Consuming Issues: What the future holds for the consumer of tomorrow

For almost 40 years, viewers of Tomorrow's World were given tantalising glimpses of the future. From pocket calculators to cash machines, CDs to supermarket barcodes, the programme showcased the extraordinary advances in technology that have transformed the way we live. (Other advances have been less influential: generally Britons do not eat soya instead of meat, or whizz round in Sinclair C5s.) The BBC show left our television screens in 2003, and though I may not have the same foresight of Tomorrow's World, I have tried to imagine how we may be shopping in the next 10 years...

The decade leading up to 2020 has been dominated by technology, but also, increasingly, by the environment. Half of all shopping is done online and "e-tailers" influence many high-street sales.

Traditional "bricks and mortar" shops have moved away from their role as browsing depots and have become entertainment centres, offering a spiritual, practical and cultural experience – as well as physical goods.

Concerts, talks and tutoring have replaced much of the shelving, with motivational coaches holding forth on stages in department stores, hypermarket chefs giving demonstrations on how to cook, and fishmongers offering trips on trawlers.

Tesco, still Britain's biggest retailer, accounts for 48 per cent of sales, but, like a handful of other retail behemoths, has become a "one-stop life shop", offering a no-need-to-shop-anywhere-else range of food, clothing, rental property, mortgages, current accounts and gas and electricity.

Consumers interact with Tesco and these other "whole-life providers" by speaking into visual pods dotted around the home – called hubs – where "one-stop shop" internet concierges pop up to arrange delivery of flowers, an alteration of direct debits, or other services such as the calling of a boiler engineer.

As these multi-purpose retailers have grown, small independent butchers and bakers have slid further into high-street history, with newsagents in particular disappearing en masse, damaged by falling newspaper and tobacco income.

In the ongoing hand-held gadget revolution, mobile devices are used routinely for everyday transactions, with internet banking and the booking of restaurants and cinemas online now considered the norm rather than the exception. Arts fans can also download whatever song, book or film they want, though it's not theirs to keep – it vanishes after a set period due to digital rights management.

Many of the entrepreneurs that run the websites that dazzle home audiences are still at school or in FE colleges, running multi-million pound empires from playgrounds and bedrooms because they have been forced to continue their studies.

On the environment, increasingly frantic steps to limit climate change manifest themselves in every corner of our lives.

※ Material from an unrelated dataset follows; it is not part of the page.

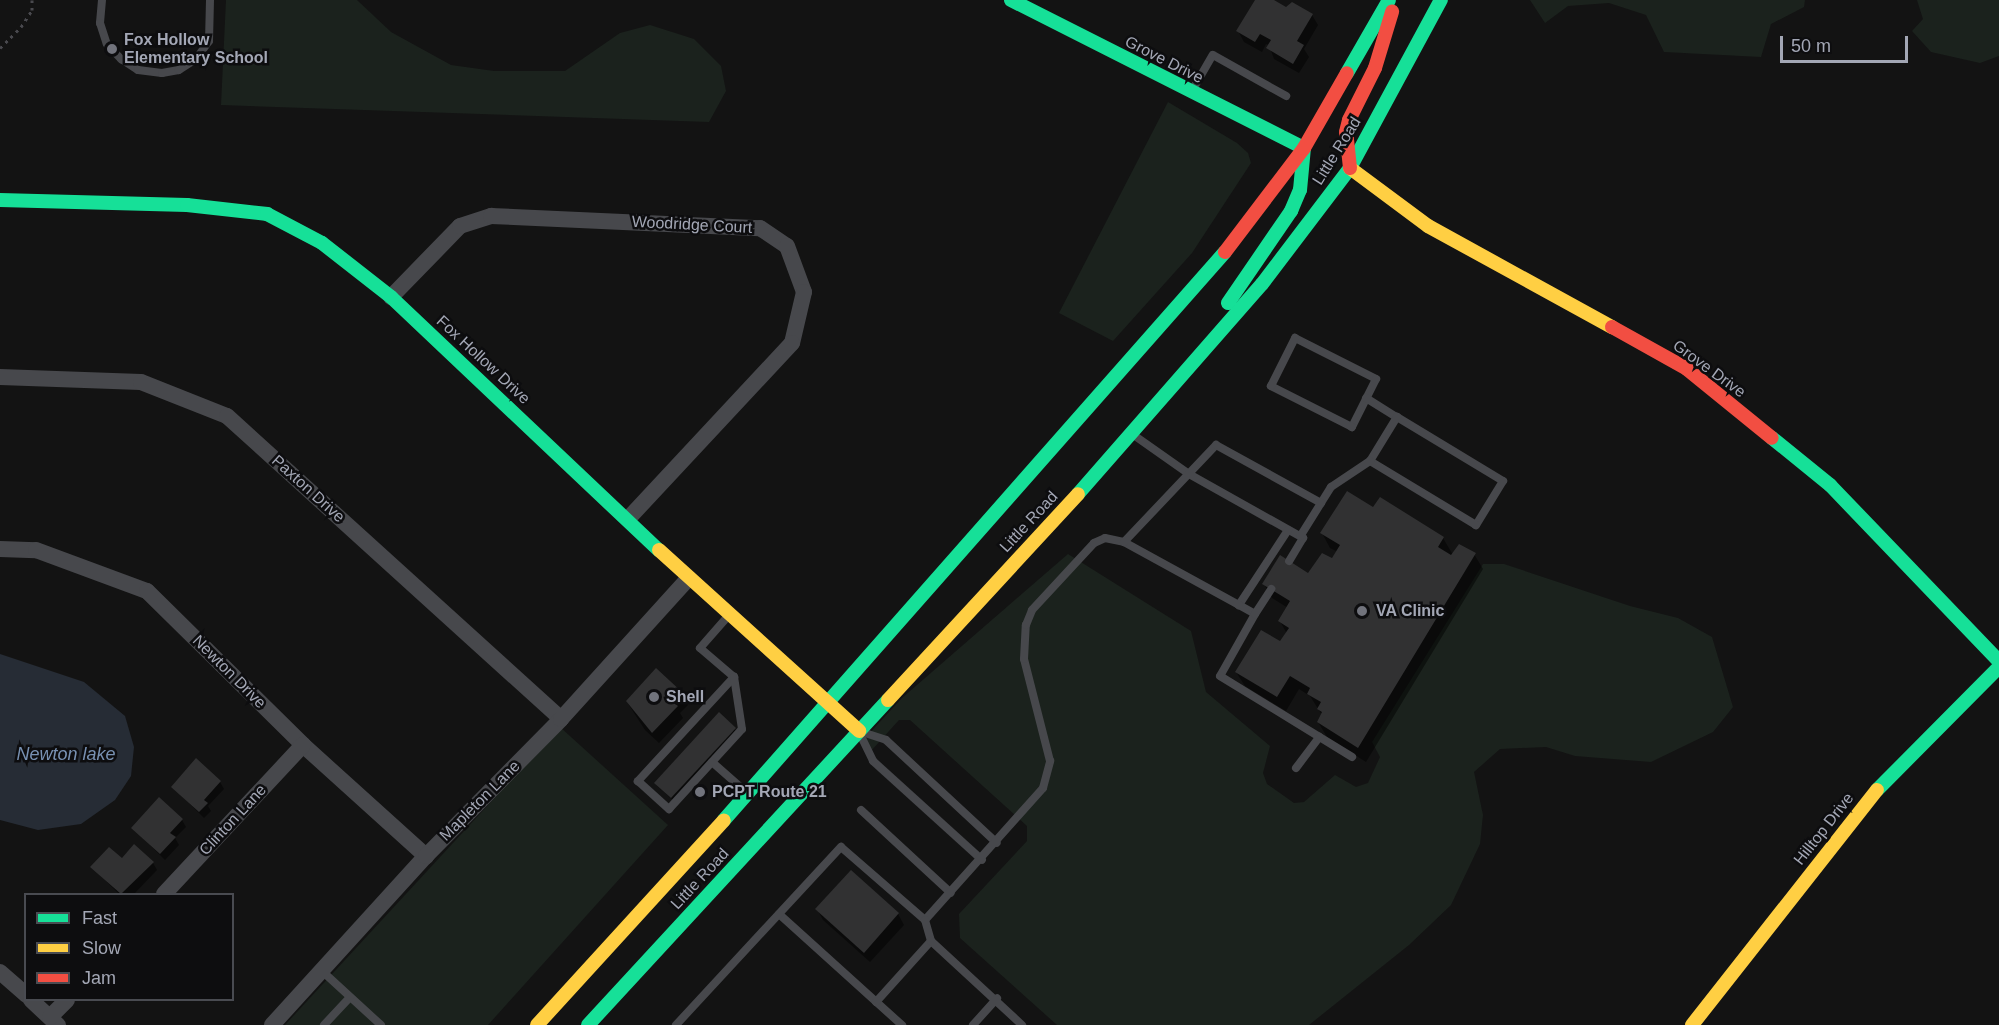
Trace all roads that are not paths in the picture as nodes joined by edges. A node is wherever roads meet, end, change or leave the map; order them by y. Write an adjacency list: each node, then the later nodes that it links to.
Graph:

By 2020, all individuals are watching how they can stay under their annual carbon allowance. The carbon value of every product over £50 is recorded on a central Enviro Ministry database. Along with the recording of every commercial transaction in a near-cashless world on the Central Police database, this continues to raise concerns about privacy and the balance of power between citizens and state.

Air travel has doubled in price due to higher eco taxation – the introduction of kerosene taxation, carbon pricing and higher air passenger duty. Destinations such as Australia's Great Barrier Reef have started to appear on "must-see-before-they-disappear" lists in glossy magazines, and are touted by a new brand of aggressive eco travel agents.

Electric and hybrid cars are more common, but, much to the irritation of green groups, they still represent fewer than one in three new models sold. Petrol engines have become 30 per cent more efficient.

The average energy bill has hit £2,000, inflated by rising global demand for diminishing fossil fuels and the cost of paying for new renewable energy. The impact, however, has been partly offset by higher levels of energy efficiency in homes, which are visited by door-to-door efficiency squads paid commission by the Government; wasting energy has become almost as anti-social as drink-driving.

Respected names such as Marks & Spencer and John Lewis have thrived in the new era, due to their promise of durable and ethical goods and services. But other established businesses have disappeared, just like Woolworths did a decade ago.

As wealth divisions have increased in society, there are more shops in central London, Manchester and Edinburgh that cater to rich shoppers, guarded by bodyguards, at one side of the store, and have budget ranges of products with dubious health and environmental value at the other end.